For the full list of excipients, see section 6.1.

3. Pharmaceutical form

Suspension for injection in pre-filled syringe (injection).

Clear to slightly opalescent liquid.

4. Clinical particulars
4.1 Therapeutic indications

Prophylaxis of influenza in adults and children from 6 months of age.

Cell-based Trivalent Influenza Vaccine Seqirus should be used in accordance with official recommendations.

4.2 Posology and method of administration

Posology

Adults and children from 6 months of age:

Age Group

Dose

Schedule

6 months to < 9 years

One or twoa 0.5 mL doses

If 2 doses, administer at least 4 weeks apart

9 years of age and older

One 0.5 mL dose

Not applicable

a Children less than 9 years of age who have not been previously vaccinated against influenza, should receive a second dose.

The safety and efficacy of Cell-based Trivalent Influenza Vaccine Seqirus in children from birth to less than 6 months of age has not been established.

Method of administration

For intramuscular injection only.

The preferred site for injection is the deltoid muscle of the upper arm. Young children with insufficient deltoid mass should be vaccinated in the anterolateral aspect of the thigh.

The vaccine must not be injected intravenously, subcutaneously or intradermally and must not be mixed with other vaccines in the same syringe.

For instructions on the handling of the vaccine before administration, see section 6.6.

4.3 Contraindications

Hypersensitivity to the active substance, to any of the excipients listed in section 6.1, or to possible trace residues such as beta-propiolactone, cetyltrimethylammonium bromide, and polysorbate 80.

4.4 Special warnings and precautions for use

Traceability

In order to improve the traceability of biological medicinal products, the name and the batch number of the administered product should be clearly recorded.

Appropriate medical treatment and supervision should always be readily available in case of a rare anaphylactic event following the administration of the vaccine.
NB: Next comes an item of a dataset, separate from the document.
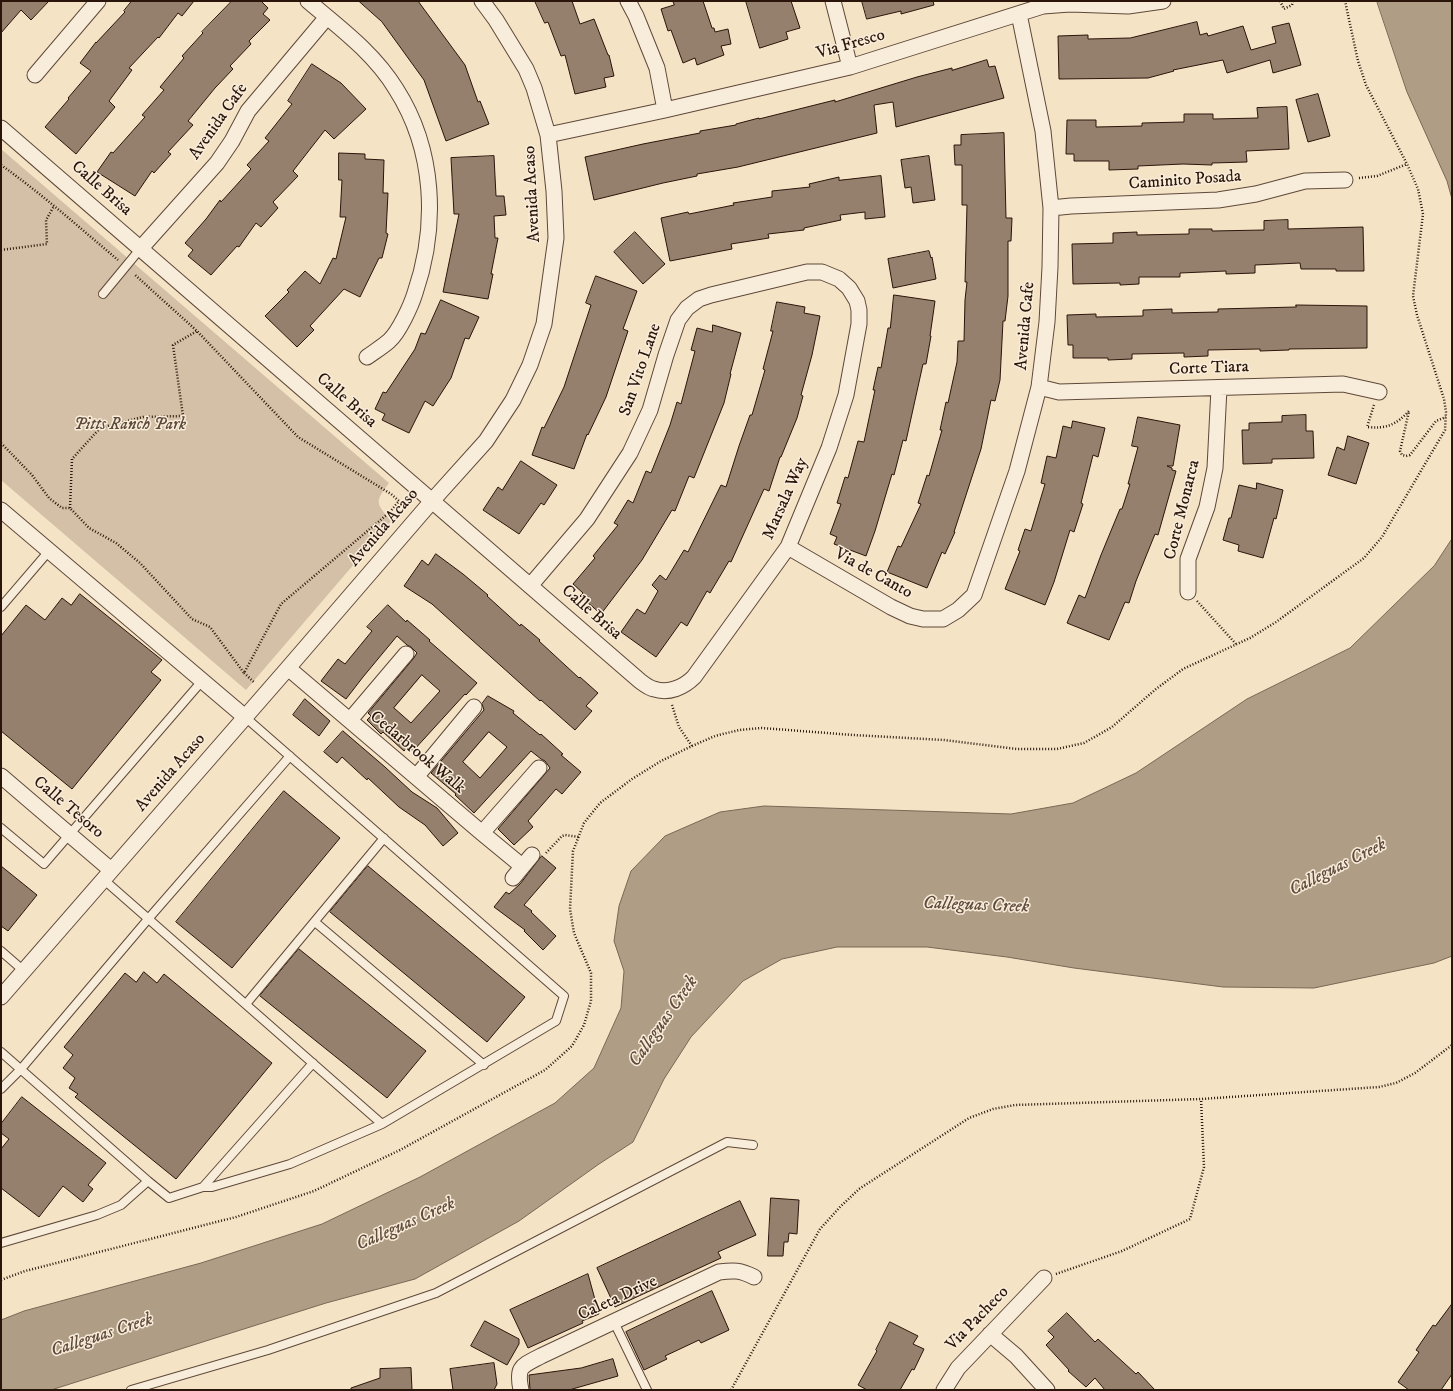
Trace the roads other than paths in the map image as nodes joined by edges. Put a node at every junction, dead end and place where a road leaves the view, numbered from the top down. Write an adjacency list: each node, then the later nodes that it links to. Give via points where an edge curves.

Vaccination should be postponed in patients with febrile illness until the fever is resolved.

As with all injectable vaccines, Cell-based Trivalent Influenza Seqirus must be administered with caution to individuals with thrombocytopenia or a bleeding disorder since bleeding may occur following an intramuscular administration.

Syncope (fainting) can occur following, or even before, any vaccination as a psychogenic response to the needle injection. This can be accompanied by several neurological signs such as transient visual disturbance, paraesthesia and tonic-clonic limb movements during recovery. It is important that procedures are in place to avoid injury from faints.

Antibody response in patients with endogenous or iatrogenic immunosuppression may be insufficient to prevent influenza.

A protective immune response may not be elicited in all vaccine recipients.

4.5 Interaction with other medicinal products and other forms of interaction

Cell-based Trivalent Influenza Vaccine Seqirus can be given at the same time as other vaccines, including COVID vaccines. If it is to be used at the same time as another vaccine, it should be administered at separate injection sites and preferably on different limbs. It should be noted that the adverse reactions may be intensified.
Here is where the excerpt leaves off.